Altro punto strategico della città, sottolinea il regista, è individuabile nel monte Echia, dove si erge Villa Ebe, identificabile anche come Castle Lamont, dove Young abitò diversi anni. Molto simile come idea al castello Aselmeyer, si configura con una caratteristica torre quadrata circondata da contrafforti ottagonali in pietra vesuviana grezza. In questa opera Young ripete i motivi costruttivi già elaborati nell’altro castello vent’anni prima: un ricercato adattamento orografico al terreno per l’edificazione della struttura, torri circolari, ma anche quadrate; motivi decorativi profilati in tufo e forti contrasti cromatici dovuti all’uso dei materiali diversi. L’originalità di Young consiste proprio nell’aver lasciato la pietra viva a vista, cosa che non era in uso al suo tempo in quanto gli edifici venivano stuccati. Anche per l’elegante struttura del Grenoble in via Crispi, Lamont si serve del tufo a vista: la struttura, di gusto neorinascimentale, si ispira all’edificio sede dell’Accademia delle Belle Arti, opera di Enrico Alvino, imitato anche per i motivi decorativi delle statue inserite in finestre circolari.

Napoli, Istituto Grenoble – Foto: Paola Germana Martusciello

La camera da presa del regista ha captato interamente le attenzioni del pubblico il quale, in un rigoroso silenzio, scivola con lo sguardo negli ambienti interni, carichi di fascino e di mistero, di Villa Ebe che fu la casa in cui visse Young, per riviverne tutto l’incomprensibile e nascosto messaggio dopo l’incendio doloso avvenuto nel 2000 che la distrusse in gran parte. Infatti, si intravedono i residui di quel che rimane: un salone con grandi archi terminanti a punta secondo lo stile orientale indiano e frammenti di una bellissima scala di legno a forma elicoidale che segue un tardo gusto Liberty.

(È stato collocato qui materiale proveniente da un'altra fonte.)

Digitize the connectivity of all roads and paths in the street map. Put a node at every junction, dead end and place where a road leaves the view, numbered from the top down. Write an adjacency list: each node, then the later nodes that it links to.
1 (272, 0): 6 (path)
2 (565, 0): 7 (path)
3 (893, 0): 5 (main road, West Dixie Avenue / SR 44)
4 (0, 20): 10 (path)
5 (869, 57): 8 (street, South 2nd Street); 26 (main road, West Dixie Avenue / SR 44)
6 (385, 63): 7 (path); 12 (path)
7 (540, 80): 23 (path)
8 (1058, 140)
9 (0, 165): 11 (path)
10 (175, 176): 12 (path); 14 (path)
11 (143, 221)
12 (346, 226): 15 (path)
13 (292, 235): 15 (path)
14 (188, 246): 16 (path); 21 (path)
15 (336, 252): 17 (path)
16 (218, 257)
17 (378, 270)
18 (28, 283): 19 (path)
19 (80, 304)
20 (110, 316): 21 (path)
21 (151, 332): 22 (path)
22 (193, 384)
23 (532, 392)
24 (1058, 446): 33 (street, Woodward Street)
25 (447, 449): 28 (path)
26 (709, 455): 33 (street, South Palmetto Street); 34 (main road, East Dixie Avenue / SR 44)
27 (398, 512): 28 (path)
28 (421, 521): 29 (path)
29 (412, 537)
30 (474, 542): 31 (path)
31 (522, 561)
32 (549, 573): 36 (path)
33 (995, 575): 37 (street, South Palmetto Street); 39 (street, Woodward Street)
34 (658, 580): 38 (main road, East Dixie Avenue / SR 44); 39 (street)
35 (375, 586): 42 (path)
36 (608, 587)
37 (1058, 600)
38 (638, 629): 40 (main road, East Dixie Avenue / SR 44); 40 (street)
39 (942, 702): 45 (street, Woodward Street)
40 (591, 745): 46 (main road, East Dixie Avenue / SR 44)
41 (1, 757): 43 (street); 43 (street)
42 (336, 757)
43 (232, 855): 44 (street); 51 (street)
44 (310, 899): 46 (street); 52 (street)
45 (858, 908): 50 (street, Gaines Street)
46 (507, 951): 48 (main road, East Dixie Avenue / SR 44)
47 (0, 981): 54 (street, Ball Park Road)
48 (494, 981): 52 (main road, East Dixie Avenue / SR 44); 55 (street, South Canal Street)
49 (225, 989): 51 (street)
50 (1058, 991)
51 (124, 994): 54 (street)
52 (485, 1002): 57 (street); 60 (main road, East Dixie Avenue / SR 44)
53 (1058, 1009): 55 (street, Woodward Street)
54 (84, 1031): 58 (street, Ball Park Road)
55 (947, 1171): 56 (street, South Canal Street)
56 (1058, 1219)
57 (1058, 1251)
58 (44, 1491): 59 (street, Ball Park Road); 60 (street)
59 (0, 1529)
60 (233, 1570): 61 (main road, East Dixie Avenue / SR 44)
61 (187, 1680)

Napoli, panorama con Villa Ebe – Foto: Giorgio Manusakis

Ma le opere di Lamont si incontrano anche a Villa Lucia, a ridosso del muro della Floridiana, dove iniziò la costruzione della fabbrica oggi nota ai napoletani come “ex Bertolini”. Per questo progetto investì diversi capitali superando, però, ogni previsione, per cui si vide costretto a cederne la proprietà. Young aveva sempre creduto in un futuro turistico per Napoli, la sua intelligenza era lungimirante, capace di prevedere sviluppi futuribili, infatti progettava di adibire l’edificio ad albergo, il “Gran Peninsular Hotel”, collegato al Corso Vittorio Emanuele tramite una funicolare. Purtroppo i lavori, a causa dei mancati pagamenti, non furono ultimati e Lamont dovette cedere parte del giardino, mantenendo per sé lo chalet in legno dove andò ad abitare come affittuario. D’altra parte risulta evidente, in questa idea progettuale, una precisa anticipazione di quella che poi diventerà l’attuale funicolare collinare.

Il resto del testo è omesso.